Итак – я, Финнен, а также женщина, которую вы называете Каирой, и ее брат Нирадж, повинны в том, что случилось в День Ноль. По крайней мере, так считает большинство новоземельцев. Я лично не уверен.
Возможно, история пошла бы в точности так же, если бы я никогда не встретил Каиру и ее брата. Однако мне нравится думать, что судьба двух миров зависела от того короткого момента на Водной площади, когда я заметил в толпе Каиру. Возможно, стой я тогда в полутора десятках шагов дальше, все сегодня выглядело бы совершенно иначе. Возможно…
Чтобы понять, что привело ко Дню Ноль, следует сперва понять нас – какими мы были, и то место, где мы росли.
Самый простой, но вовсе не обязательно самый верный ответ – мы были молоды.

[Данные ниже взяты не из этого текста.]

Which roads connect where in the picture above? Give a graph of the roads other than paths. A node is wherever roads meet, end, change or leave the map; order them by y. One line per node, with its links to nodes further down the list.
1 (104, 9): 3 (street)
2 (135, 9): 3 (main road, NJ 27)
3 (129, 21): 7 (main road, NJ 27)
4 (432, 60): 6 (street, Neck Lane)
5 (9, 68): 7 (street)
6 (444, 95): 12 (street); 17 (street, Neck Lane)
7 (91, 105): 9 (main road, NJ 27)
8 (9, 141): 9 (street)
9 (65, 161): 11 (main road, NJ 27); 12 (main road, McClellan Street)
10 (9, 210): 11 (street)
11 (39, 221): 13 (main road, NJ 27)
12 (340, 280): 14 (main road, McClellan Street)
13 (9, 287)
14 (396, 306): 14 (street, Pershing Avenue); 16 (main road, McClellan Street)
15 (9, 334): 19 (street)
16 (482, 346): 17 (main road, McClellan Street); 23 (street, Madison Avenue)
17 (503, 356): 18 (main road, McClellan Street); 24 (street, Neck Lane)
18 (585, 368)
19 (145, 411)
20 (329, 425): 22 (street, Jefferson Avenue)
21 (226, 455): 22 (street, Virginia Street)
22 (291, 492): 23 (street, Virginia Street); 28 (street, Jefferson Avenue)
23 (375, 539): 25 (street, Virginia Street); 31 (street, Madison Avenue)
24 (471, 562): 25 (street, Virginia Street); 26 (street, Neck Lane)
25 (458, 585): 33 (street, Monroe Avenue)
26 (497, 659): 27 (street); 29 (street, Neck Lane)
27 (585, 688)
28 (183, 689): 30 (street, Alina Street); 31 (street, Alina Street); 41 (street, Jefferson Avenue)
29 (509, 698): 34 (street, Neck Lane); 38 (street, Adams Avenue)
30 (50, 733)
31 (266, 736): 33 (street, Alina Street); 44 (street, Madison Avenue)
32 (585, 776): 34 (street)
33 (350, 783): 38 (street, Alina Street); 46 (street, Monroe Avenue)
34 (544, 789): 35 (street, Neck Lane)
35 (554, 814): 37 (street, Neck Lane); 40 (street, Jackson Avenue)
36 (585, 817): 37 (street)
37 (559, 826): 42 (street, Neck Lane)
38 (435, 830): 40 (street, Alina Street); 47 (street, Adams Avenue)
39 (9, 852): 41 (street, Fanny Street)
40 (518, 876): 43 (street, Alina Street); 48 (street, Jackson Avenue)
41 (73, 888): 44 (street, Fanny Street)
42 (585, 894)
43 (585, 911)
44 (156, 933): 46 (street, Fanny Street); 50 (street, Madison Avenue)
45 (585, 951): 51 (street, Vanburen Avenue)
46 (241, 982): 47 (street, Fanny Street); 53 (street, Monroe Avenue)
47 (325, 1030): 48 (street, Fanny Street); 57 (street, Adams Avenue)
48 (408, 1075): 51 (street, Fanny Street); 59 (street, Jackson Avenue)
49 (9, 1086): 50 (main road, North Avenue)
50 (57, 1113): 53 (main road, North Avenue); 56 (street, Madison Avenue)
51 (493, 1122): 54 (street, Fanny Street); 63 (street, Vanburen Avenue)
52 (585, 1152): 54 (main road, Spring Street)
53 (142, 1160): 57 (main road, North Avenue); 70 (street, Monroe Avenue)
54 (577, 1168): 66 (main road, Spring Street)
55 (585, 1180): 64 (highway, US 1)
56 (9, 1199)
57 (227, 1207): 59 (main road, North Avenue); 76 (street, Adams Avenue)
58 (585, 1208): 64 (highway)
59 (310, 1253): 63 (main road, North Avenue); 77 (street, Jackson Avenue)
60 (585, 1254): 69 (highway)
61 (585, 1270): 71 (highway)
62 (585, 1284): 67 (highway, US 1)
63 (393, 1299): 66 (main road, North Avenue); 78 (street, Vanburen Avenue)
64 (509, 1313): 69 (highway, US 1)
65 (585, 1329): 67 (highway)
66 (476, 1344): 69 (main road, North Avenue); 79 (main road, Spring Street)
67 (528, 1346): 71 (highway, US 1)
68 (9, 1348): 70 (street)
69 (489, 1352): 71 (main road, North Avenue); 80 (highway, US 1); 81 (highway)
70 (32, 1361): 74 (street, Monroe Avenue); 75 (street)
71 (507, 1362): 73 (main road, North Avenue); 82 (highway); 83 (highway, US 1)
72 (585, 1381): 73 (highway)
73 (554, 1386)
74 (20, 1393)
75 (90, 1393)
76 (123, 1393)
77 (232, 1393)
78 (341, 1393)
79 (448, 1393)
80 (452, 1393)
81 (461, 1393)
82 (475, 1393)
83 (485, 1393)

По вашему времяисчислению мне был двадцать один год, хотя, если бы тогда мне задали такой вопрос, мне пришлось бы долго размышлять, а потом я прибавил бы себе также годы, преодоленные во время Скачков. У нас была сложная система измерения времени, так что о ней я расскажу в другой раз.
Пока лишь важно то, что мы были молоды, а молодые верят, будто способны изменить мир.
Ответить на вопрос, каким был город, в котором мы росли, несколько сложнее.
В детстве он меня подавлял. Стоило задрать голову, и я видел башни, соединенные столь высоко висевшими в воздухе мостами, что при одном лишь их виде комок подкатывал к горлу. Сеть этих поднебесных дорог отбрасывала на ниже расположенные части Лунаполиса замысловатый узор из теней, будто над нами обитал гигантский паук. Ниже вместо дорог имелись лестницы, некоторые движущиеся, другие нет. Вдоль них тянулись здания из черного камня, каждое с несколькими лунными дисками на крыше, опутанное сетью труб и трубочек. Как в металле, так и в камне отражалось сияние красного солнца, и иногда, особенно под вечер, казалось, будто весь город сочится кровью.